Lawmakers are currently working on a bill, the Preventing Maternal Deaths Act, that would encourage states to create committees to determine why women are dying from pregnancy-related causes.

This recent investigation has been a wakeup call for the entire ecosystem of doctors, nurses and midwives.

There is a clear need for stricter regulations, better training programs for health workers and comprehensive guides for new women on how to manage their health postpartum.

Illinois legislators trying to tackle the issue head on

Strong collaborations and practiced exchanges can save millions of lives. From May 2016 through June 2017, about 100 Illinois hospitals participating in an AIM Program-affiliated project increased from 42 percent to 79 percent the number of maternity patients getting treatment for dangerous blood pressure within one hour.

However, some legislators thinks that is still not enough.

Illinois State Representative Mary Flowers says the maternity mortality problem has gotten so bad that she has decided to convene a special hearing about the issue in an Illinois House committee on September 12 in Chicago.

“I’m particularly concerned about the high number of deaths during childbirth in the minority communities in and around Chicago,” said Flowers in an exclusive interview for Healthcare Weekly, who is the Assistant Majority Leader in the Illinois House.
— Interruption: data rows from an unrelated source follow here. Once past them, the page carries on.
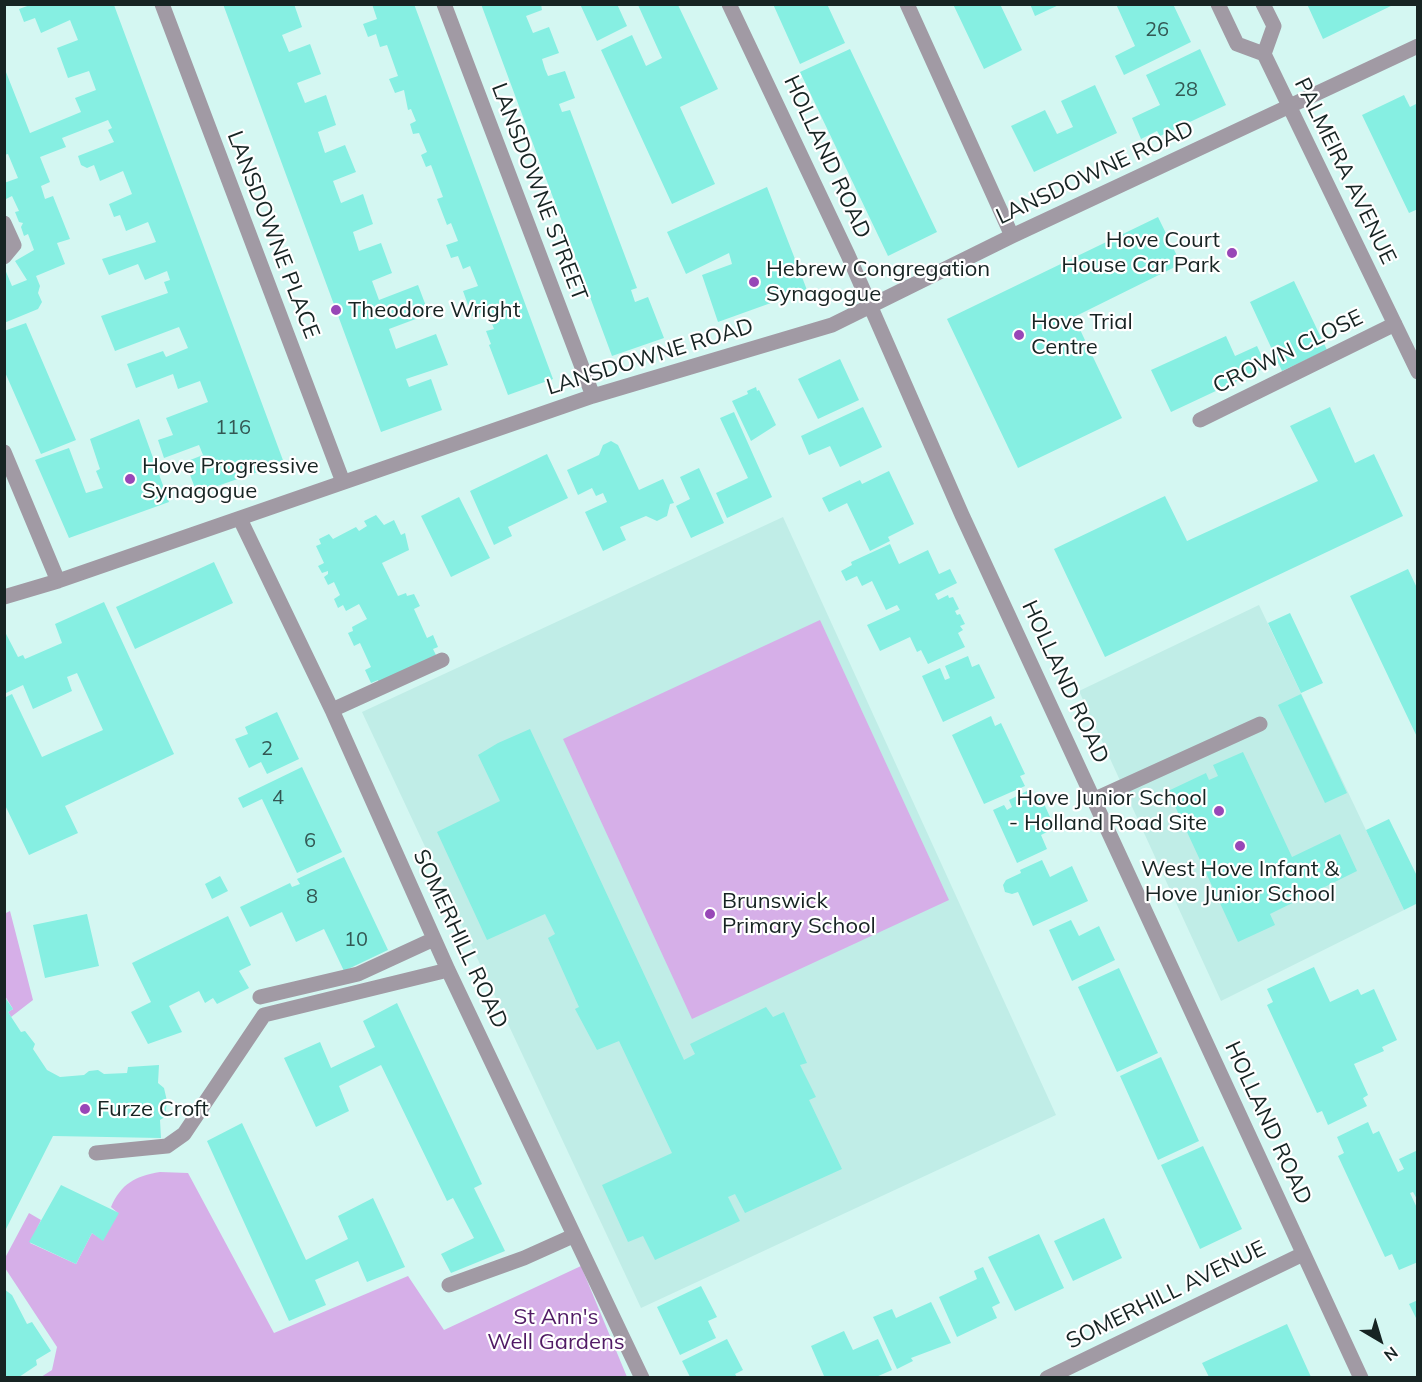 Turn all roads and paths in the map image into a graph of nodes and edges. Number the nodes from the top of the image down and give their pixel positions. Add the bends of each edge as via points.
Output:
1 (162, 4) edge
2 (444, 4) edge
3 (729, 4) edge
4 (907, 4) edge
5 (1218, 4) edge
6 (1263, 4) edge
7 (1418, 46) edge
8 (1264, 54) junction
9 (1289, 106) junction
10 (4, 223) edge
11 (1012, 236) junction
12 (4, 257) edge
13 (871, 307) junction
14 (1395, 324) junction
15 (1418, 372) edge
16 (593, 396) junction
17 (1200, 420) dead end
18 (4, 452) edge
19 (343, 482) junction
20 (240, 519) junction
21 (58, 581) junction
22 (4, 597) edge
23 (442, 660) dead end
24 (332, 710) junction
25 (1260, 724) dead end
26 (1095, 800) junction
27 (434, 939) junction
28 (448, 970) junction
29 (260, 997) dead end
30 (96, 1153) dead end
31 (573, 1236) junction
32 (1303, 1254) junction
33 (449, 1285) dead end
34 (642, 1377) edge
35 (1047, 1377) edge
36 (1361, 1377) edge

1 - 19 street, LANSDOWNE PLACE
2 - 16 street, LANSDOWNE STREET
3 - 13 street, HOLLAND ROAD
4 - 11 street
5 - 8 street via 1237,44
6 - 8 street via 1274,26
7 - 9 street, LANSDOWNE ROAD
8 - 9 street, PALMEIRA AVENUE
9 - 11 street, LANSDOWNE ROAD
9 - 14 street, PALMEIRA AVENUE
10 - 12 street via 14,246
11 - 13 street, LANSDOWNE ROAD
13 - 16 street, LANSDOWNE ROAD via 832,325
13 - 26 street, HOLLAND ROAD
14 - 15 street, PALMEIRA AVENUE
14 - 17 street, CROWN CLOSE
16 - 19 street, LANSDOWNE ROAD
18 - 21 street
19 - 20 street, LANSDOWNE ROAD
20 - 21 street, LANSDOWNE ROAD
20 - 24 street, SOMERHILL ROAD
21 - 22 street, LANSDOWNE ROAD
23 - 24 street
24 - 27 street, SOMERHILL ROAD
25 - 26 street
26 - 32 street, HOLLAND ROAD
27 - 28 street, SOMERHILL ROAD
27 - 29 street via 358,974
28 - 30 street via 264,1015 184,1134 168,1146
28 - 31 street, SOMERHILL ROAD
31 - 33 street
31 - 34 street, SOMERHILL ROAD
32 - 35 street, SOMERHILL AVENUE
32 - 36 street, HOLLAND ROAD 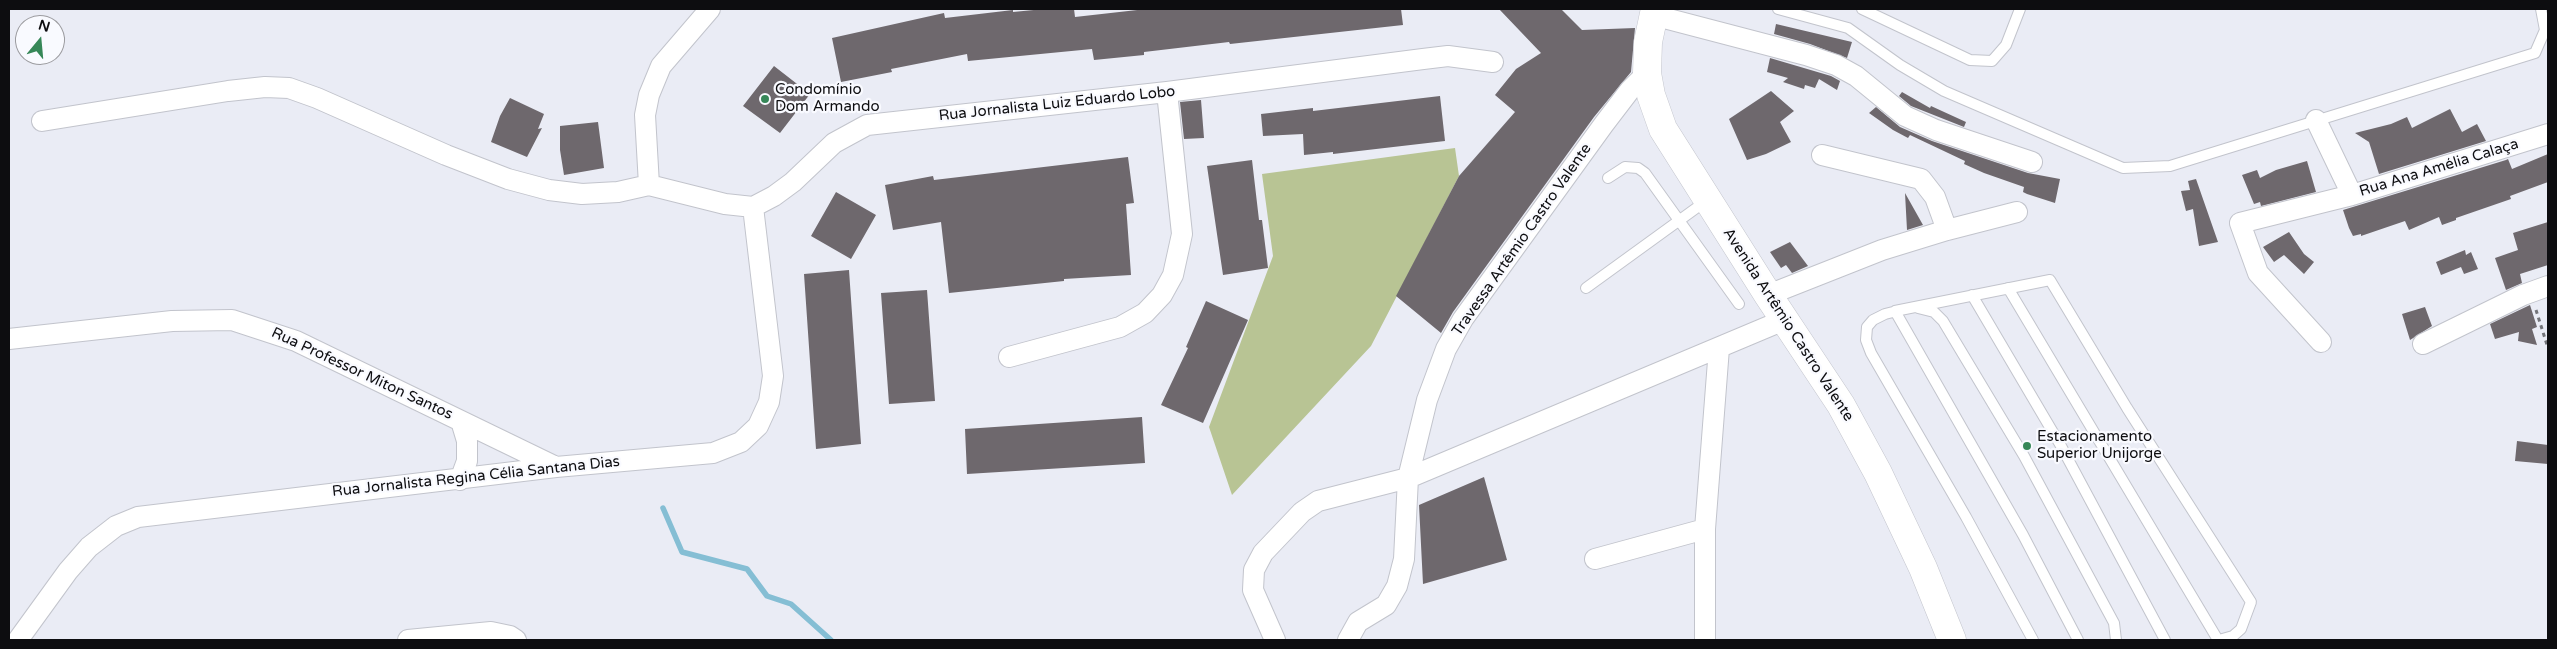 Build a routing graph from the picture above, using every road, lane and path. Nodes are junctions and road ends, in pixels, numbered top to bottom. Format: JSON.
{"nodes":[{"id":1,"x":710,"y":9,"type":"edge"},
{"id":2,"x":1778,"y":9,"type":"edge"},
{"id":3,"x":1862,"y":9,"type":"edge"},
{"id":4,"x":2020,"y":9,"type":"edge"},
{"id":5,"x":2541,"y":9,"type":"edge"},
{"id":6,"x":1654,"y":12,"type":"edge"},
{"id":7,"x":1494,"y":62,"type":"dead end"},
{"id":8,"x":1647,"y":73,"type":"junction"},
{"id":9,"x":1167,"y":92,"type":"junction"},
{"id":10,"x":2316,"y":120,"type":"junction"},
{"id":11,"x":42,"y":121,"type":"dead end"},
{"id":12,"x":2548,"y":134,"type":"edge"},
{"id":13,"x":1822,"y":155,"type":"dead end"},
{"id":14,"x":2032,"y":162,"type":"dead end"},
{"id":15,"x":1608,"y":178,"type":"dead end"},
{"id":16,"x":649,"y":185,"type":"junction"},
{"id":17,"x":2352,"y":195,"type":"junction"},
{"id":18,"x":1707,"y":200,"type":"junction"},
{"id":19,"x":753,"y":207,"type":"junction"},
{"id":20,"x":2017,"y":212,"type":"dead end"},
{"id":21,"x":1678,"y":221,"type":"junction"},
{"id":22,"x":1947,"y":230,"type":"junction"},
{"id":23,"x":1586,"y":288,"type":"dead end"},
{"id":24,"x":2008,"y":288,"type":"junction"},
{"id":25,"x":2539,"y":289,"type":"edge"},
{"id":26,"x":1768,"y":295,"type":"junction"},
{"id":27,"x":1972,"y":295,"type":"junction"},
{"id":28,"x":1739,"y":304,"type":"dead end"},
{"id":29,"x":1895,"y":311,"type":"junction"},
{"id":30,"x":1784,"y":320,"type":"junction"},
{"id":31,"x":9,"y":339,"type":"edge"},
{"id":32,"x":2321,"y":342,"type":"dead end"},
{"id":33,"x":2423,"y":344,"type":"dead end"},
{"id":34,"x":1719,"y":348,"type":"junction"},
{"id":35,"x":2548,"y":348,"type":"edge"},
{"id":36,"x":1010,"y":357,"type":"dead end"},
{"id":37,"x":461,"y":420,"type":"junction"},
{"id":38,"x":556,"y":467,"type":"junction"},
{"id":39,"x":1408,"y":478,"type":"junction"},
{"id":40,"x":460,"y":480,"type":"junction"},
{"id":41,"x":1705,"y":529,"type":"junction"},
{"id":42,"x":1595,"y":560,"type":"dead end"},
{"id":43,"x":18,"y":640,"type":"edge"},
{"id":44,"x":408,"y":640,"type":"edge"},
{"id":45,"x":516,"y":640,"type":"edge"},
{"id":46,"x":1276,"y":640,"type":"edge"},
{"id":47,"x":1348,"y":640,"type":"edge"},
{"id":48,"x":1705,"y":640,"type":"edge"},
{"id":49,"x":1952,"y":640,"type":"edge"},
{"id":50,"x":2033,"y":640,"type":"edge"},
{"id":51,"x":2078,"y":640,"type":"edge"},
{"id":52,"x":2116,"y":640,"type":"edge"},
{"id":53,"x":2165,"y":640,"type":"edge"},
{"id":54,"x":2218,"y":640,"type":"edge"}],
"edges":[{"from":1,"to":16,"type":"street"},
{"from":2,"to":10,"type":"lane"},
{"from":3,"to":4,"type":"lane"},
{"from":5,"to":10,"type":"lane"},
{"from":6,"to":8,"type":"main road","name":"Avenida Artêmio Castro Valente"},
{"from":6,"to":14,"type":"street"},
{"from":7,"to":9,"type":"street","name":"Rua Jornalista Luiz Eduardo Lobo"},
{"from":8,"to":18,"type":"main road","name":"Avenida Artêmio Castro Valente"},
{"from":8,"to":39,"type":"street","name":"Travessa Artêmio Castro Valente"},
{"from":9,"to":19,"type":"street","name":"Rua Jornalista Luiz Eduardo Lobo"},
{"from":9,"to":36,"type":"street"},
{"from":10,"to":17,"type":"street","name":"Rua Ana Amélia Calaça"},
{"from":11,"to":16,"type":"street"},
{"from":12,"to":17,"type":"street","name":"Rua Ana Amélia Calaça"},
{"from":13,"to":22,"type":"street"},
{"from":15,"to":21,"type":"lane"},
{"from":16,"to":19,"type":"street"},
{"from":17,"to":32,"type":"street"},
{"from":18,"to":21,"type":"lane"},
{"from":18,"to":26,"type":"main road","name":"Avenida Artêmio Castro Valente"},
{"from":19,"to":38,"type":"street","name":"Rua Jornalista Regina Célia Santana Dias"},
{"from":20,"to":22,"type":"street"},
{"from":21,"to":23,"type":"lane"},
{"from":21,"to":28,"type":"lane"},
{"from":22,"to":26,"type":"street"},
{"from":24,"to":27,"type":"lane"},
{"from":24,"to":54,"type":"lane"},
{"from":24,"to":54,"type":"lane"},
{"from":25,"to":33,"type":"street"},
{"from":25,"to":35,"type":"path"},
{"from":26,"to":30,"type":"main road","name":"Avenida Artêmio Castro Valente"},
{"from":27,"to":29,"type":"lane"},
{"from":27,"to":53,"type":"lane"},
{"from":29,"to":50,"type":"lane"},
{"from":29,"to":51,"type":"lane"},
{"from":29,"to":52,"type":"lane"},
{"from":30,"to":34,"type":"street"},
{"from":30,"to":49,"type":"main road","name":"Avenida Artêmio Castro Valente"},
{"from":31,"to":37,"type":"street","name":"Rua Professor Miton Santos"},
{"from":34,"to":39,"type":"street"},
{"from":34,"to":41,"type":"street"},
{"from":37,"to":38,"type":"street","name":"Rua Professor Miton Santos"},
{"from":37,"to":40,"type":"street"},
{"from":38,"to":40,"type":"street","name":"Rua Jornalista Regina Célia Santana Dias"},
{"from":39,"to":46,"type":"street"},
{"from":39,"to":47,"type":"street","name":"Travessa Artêmio Castro Valente"},
{"from":40,"to":43,"type":"street","name":"Rua Jornalista Regina Célia Santana Dias"},
{"from":41,"to":42,"type":"street"},
{"from":41,"to":48,"type":"street"},
{"from":44,"to":45,"type":"street"}]}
“The problem is more serious and deadly if a mother is covered by Medicaid and doesn’t have the ability to pay for private pay care. That’s why I’m having this special hearing — to get the facts straight about how severe this terrible problem is in Illinois. Foreign countries have single payer health care. In America, health care is a for-profit industry and the only way to fix it to take the profit out of health care and provide adequate resources,” Flowers said.

Flowers plans to introduce legislation after the committee has heard enough testimony. One of the solution is to provide better funding for Illinois Department of Public Health to make sure health care institutions are safe. She also wants to review the Illinois Hospital Report Card to see if its adequately collecting data on this issue.

At the same time, Illinois Democratic U.S. Senators Sens. Dick Durbin and Tammy Duckworth, as well as eight Illinois U.S. Representatives, sent a letter in July to Governor Bruce Rauner urging him to address the crisis.

Durbin and Duckworth said black women in Illinois are three-and-a-half times more likely than white women to die from pregnancy-related causes and black infants are three times more likely than white infants to die, which is worse than national averages.

“This is simultaneously unacceptable and heartbreaking,” they wrote. “More must be done to help women and infants across Illinois—especially black mothers and babies.”

According to the letter, 60 percent of pregnancy-related deaths are preventable. Factors that contribute to these deaths include a delay in seeking care, misdiagnosis, implicit bias and lack of coordination between providers, the senators said.

“If these were car accidents, the public and policymakers wouldn’t tolerate it so we can’t sit by and watch as more people die.” Flowers said.